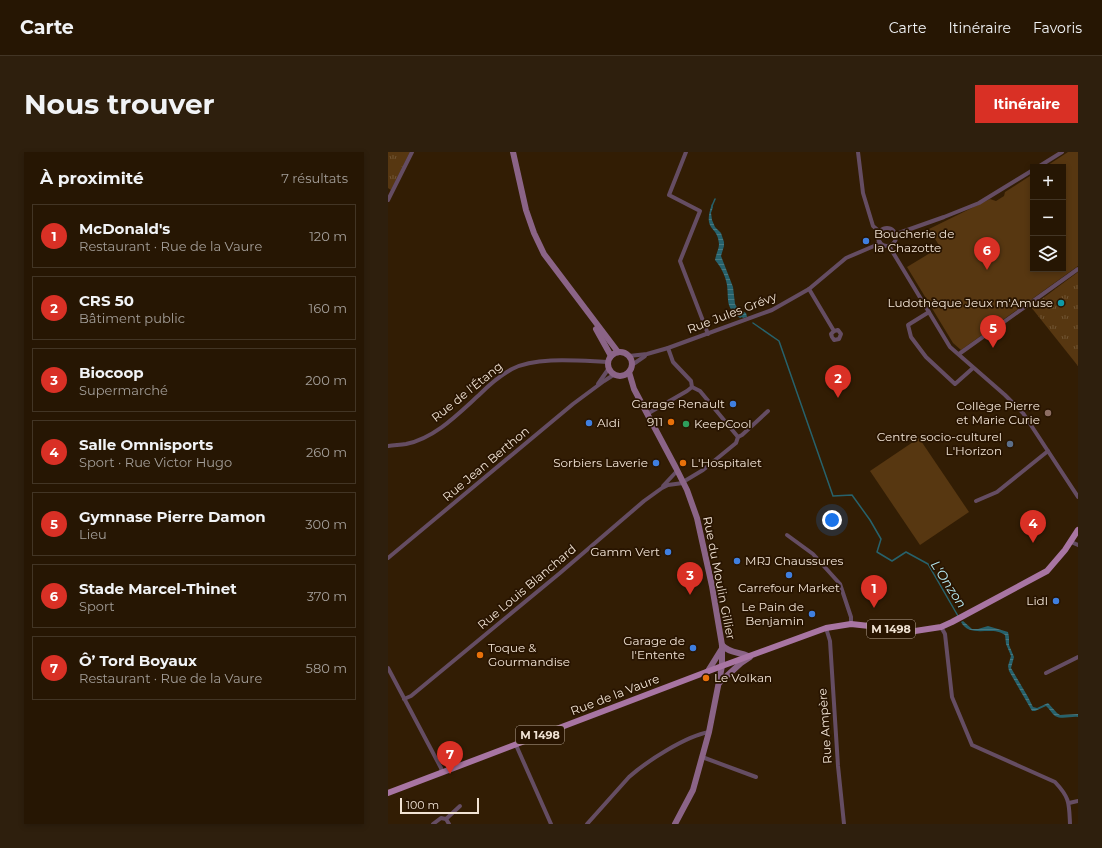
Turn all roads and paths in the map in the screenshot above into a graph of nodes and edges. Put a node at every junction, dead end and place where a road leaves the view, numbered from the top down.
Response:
1 (412, 152) edge
2 (513, 152) edge
3 (686, 152) edge
4 (858, 152) edge
5 (1062, 152) edge
6 (1043, 164) edge
7 (1030, 172) edge
8 (388, 200) edge
9 (880, 232) junction
10 (896, 234) junction
11 (880, 242) junction
12 (889, 246) junction
13 (1078, 270) edge
14 (809, 289) junction
15 (583, 307) junction
16 (929, 312) junction
17 (834, 331) dead end
18 (708, 334) junction
19 (668, 348) junction
20 (618, 352) junction
21 (647, 354) junction
22 (959, 354) junction
23 (630, 356) junction
24 (610, 362) junction
25 (632, 365) junction
26 (973, 368) junction
27 (629, 372) junction
28 (615, 374) junction
29 (623, 375) junction
30 (597, 386) junction
31 (692, 387) junction
32 (634, 389) junction
33 (768, 411) dead end
34 (647, 414) junction
35 (738, 437) junction
36 (388, 446) edge
37 (1048, 451) junction
38 (678, 471) junction
39 (683, 482) junction
40 (662, 488) junction
41 (1078, 497) edge
42 (976, 501) dead end
43 (1078, 530) edge
44 (787, 535) dead end
45 (1071, 542) junction
46 (1078, 545) edge
47 (388, 558) edge
48 (851, 624) junction
49 (941, 627) junction
50 (826, 628) junction
51 (722, 647) junction
52 (751, 655) junction
53 (1078, 657) edge
54 (722, 666) junction
55 (388, 668) edge
56 (708, 671) junction
57 (1046, 673) dead end
58 (719, 683) junction
59 (404, 699) junction
60 (709, 732) junction
61 (516, 744) junction
62 (702, 757) junction
63 (442, 773) junction
64 (756, 777) dead end
65 (388, 793) edge
66 (1078, 801) edge
67 (1069, 803) junction
68 (460, 806) dead end
69 (446, 819) junction
70 (433, 824) edge
71 (449, 824) edge
72 (551, 824) edge
73 (587, 824) edge
74 (675, 824) edge
75 (844, 824) edge
76 (1070, 824) edge

1 - 8 street
2 - 15 main road
3 - 18 street
4 - 9 street
5 - 6 street
7 - 10 street
9 - 10 street
9 - 11 street
10 - 12 street
11 - 12 street
11 - 14 street, Rue Jules Grévy
12 - 16 street
13 - 22 street
14 - 17 street
14 - 18 street, Rue Jules Grévy
15 - 20 main road
15 - 24 main road
16 - 22 street
16 - 26 street
18 - 19 street, Rue Jules Grévy
19 - 21 street, Rue Jules Grévy
19 - 31 street
20 - 23 main road
20 - 24 main road
21 - 23 street
21 - 25 street
22 - 26 street
23 - 25 main road
24 - 28 main road
24 - 30 street
24 - 36 street, Rue de l'Étang
25 - 27 main road
26 - 37 street
27 - 29 main road
27 - 32 main road
28 - 29 main road
28 - 30 street, Rue Jean Berthon
29 - 32 main road
30 - 47 street, Rue Jean Berthon
31 - 34 street
31 - 35 street
32 - 34 main road, Rue du Moulin Gillier
33 - 35 street
34 - 38 main road, Rue du Moulin Gillier
35 - 39 street
37 - 41 street
37 - 42 street
38 - 39 main road, Rue du Moulin Gillier
38 - 40 street, Rue Louis Blanchard
39 - 40 street, Rue Louis Blanchard
39 - 51 main road, Rue du Moulin Gillier
40 - 59 street, Rue Louis Blanchard
43 - 45 main road, M 1498
44 - 48 street
45 - 46 street
45 - 49 main road, M 1498
48 - 49 main road, M 1498
48 - 50 main road, M 1498
49 - 67 street
50 - 52 main road, M 1498
50 - 75 street, Rue Ampère
51 - 52 main road
51 - 54 main road, Rue du Moulin Gillier
51 - 56 main road
52 - 54 main road, M 1498
52 - 58 main road
53 - 57 street
54 - 56 main road, M 1498
54 - 58 main road, Rue du Moulin Gillier
55 - 59 street
56 - 61 main road, Rue de la Vaure / M 1498
58 - 60 main road, Rue du Moulin Gillier
59 - 63 street
60 - 62 main road, Rue du Moulin Gillier
60 - 73 street
61 - 63 main road, Rue de la Vaure / M 1498
61 - 72 street
62 - 64 street
62 - 74 main road, Rue du Moulin Gillier
63 - 65 main road, Rue de la Vaure / M 1498
66 - 67 street
67 - 76 street
68 - 69 street
69 - 70 street
69 - 71 street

********************

## Assignment
Your answer should be each line of the data that contains the word "Louis", copied as it stands.

## Solution to this exercise
38 - 40 street, Rue Louis Blanchard
39 - 40 street, Rue Louis Blanchard
40 - 59 street, Rue Louis Blanchard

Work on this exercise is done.